Vasectomy is a medical technique for male sterilization or permanent contraception. The doctor performs the procedure of cutting of the make vas deferens. They, all through the whole process tie or seal it. In a way so as to inhibit sperm from entering into the urethra. Thus, the whole process prevents pregnancy.
According to statistics, about 600,000 men and women every year choose to cut their own cords (vasectomy or tubes tied). These are like routine procedures nowadays. But before one chooses vasectomy a lot of research has been done about the various forms of birth control. Tubal ligation and vasectomy was one of the most permanent forms of method.

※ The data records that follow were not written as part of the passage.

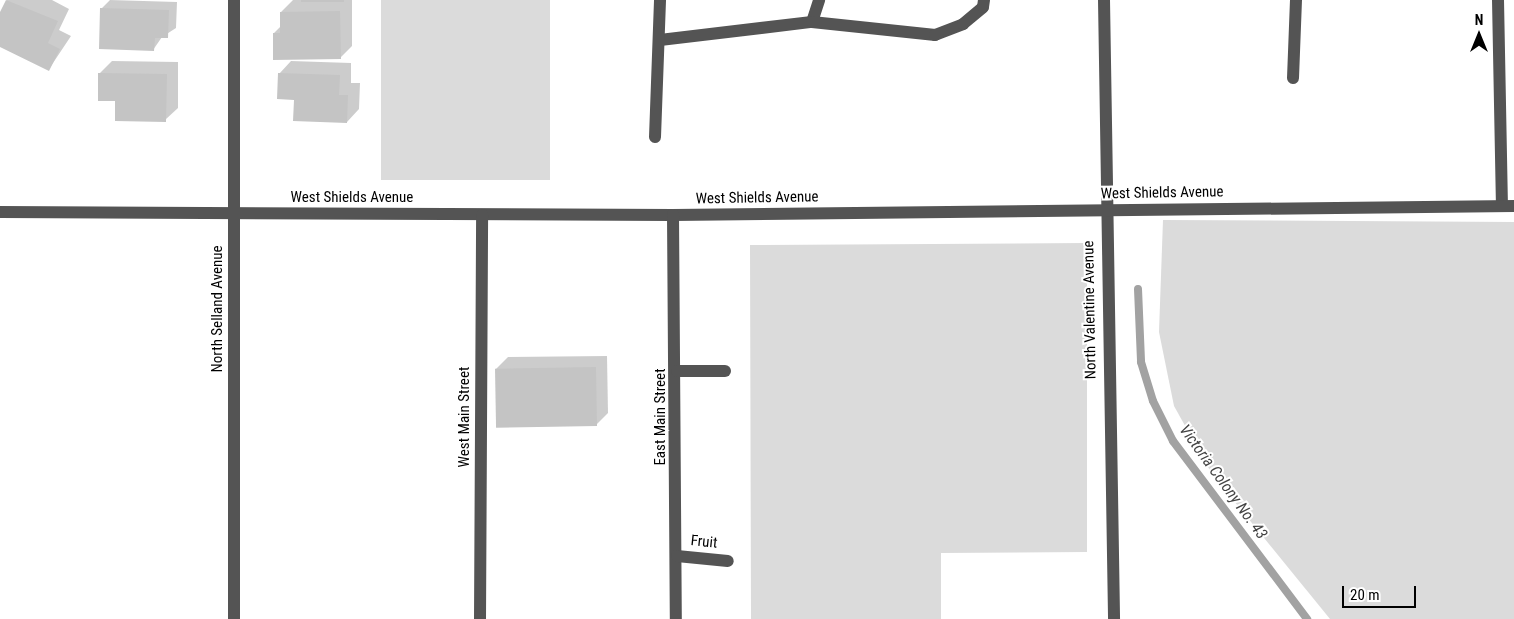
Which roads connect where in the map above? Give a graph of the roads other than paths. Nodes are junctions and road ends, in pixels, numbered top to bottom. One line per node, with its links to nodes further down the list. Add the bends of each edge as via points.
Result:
1 (234, 0): 15 (street, North Selland Avenue)
2 (660, 0): 9 (street)
3 (819, 0): 8 (street)
4 (984, 0): 8 (street, via 983,7 963,24 935,35)
5 (1104, 0): 13 (street, North Valentine Avenue)
6 (1296, 0): 10 (street)
7 (1498, 0): 12 (street)
8 (812, 22): 9 (street)
9 (660, 40): 11 (street)
10 (1293, 78)
11 (655, 137)
12 (1508, 206): 13 (street, West Shields Avenue)
13 (1104, 210): 17 (street, West Shields Avenue); 25 (street, North Valentine Avenue)
14 (0, 212): 15 (street, West Shields Avenue)
15 (234, 213): 16 (street, West Shields Avenue); 22 (street, North Selland Avenue)
16 (482, 215): 17 (street, West Shields Avenue); 23 (street, West Main Street)
17 (673, 215): 18 (street, East Main Street)
18 (677, 371): 19 (street); 20 (street, East Main Street)
19 (725, 371)
20 (677, 556): 21 (street, Fruit); 24 (street, East Main Street)
21 (728, 561)
22 (234, 619)
23 (480, 619)
24 (676, 619)
25 (1114, 619)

However, there is still the 1 in 100 chance that one’s vasectomy will fail. That is relatively low. Still, with the huge number of vasectomies performed every year, that means there are thousands of couples risking unplanned pregnancies.
Can Patients Sue Doctors for Botched Vasectomy?
In New Zealand, a couple are suing a doctor for two allegedly botched vasectomies. According to the news, the wife had a third child in 2003 after the first of her husband’s sterilisation operations. They decided to terminate the pregnancy that occurred following the second vasectomy. The woman became depressed after this and had to take medication.
They are seeking $400,000 from the Auckland doctor for psychological damage to the woman, the costs and financial losses from raising a child, and exemplary damages.
Failed vasectomy claims may also rise owing to poor operative procedure. Doctors have unfortunately dealt with a lot of cases in which a man has undertaken a vasectomy, simply to discover later that the operation has not been successful, as the vas deferens are still intact.
A vasectomy is said to be safe and effective form of permanent contraception. Hence after you have had the procedure, you will reasonably consider yourself incapable to conceive. If one conceives a child after having a vasectomy, you need to discover whether medical negligence was to blame. If medical negligence is proven one will be in a position to claim compensation – either for an unwanted pregnancy, or for a wrongful birth.
This will very much be subject to individual circumstances. The surgeon in some cases may possibly can cut the wrong item, cutting a ligament instead of the vas deferens tubes.
Legal solicitors can advise a patient for possible options so that one can decide whether they would want to take any further action. Should patients decide, they should seek legal advice without delay.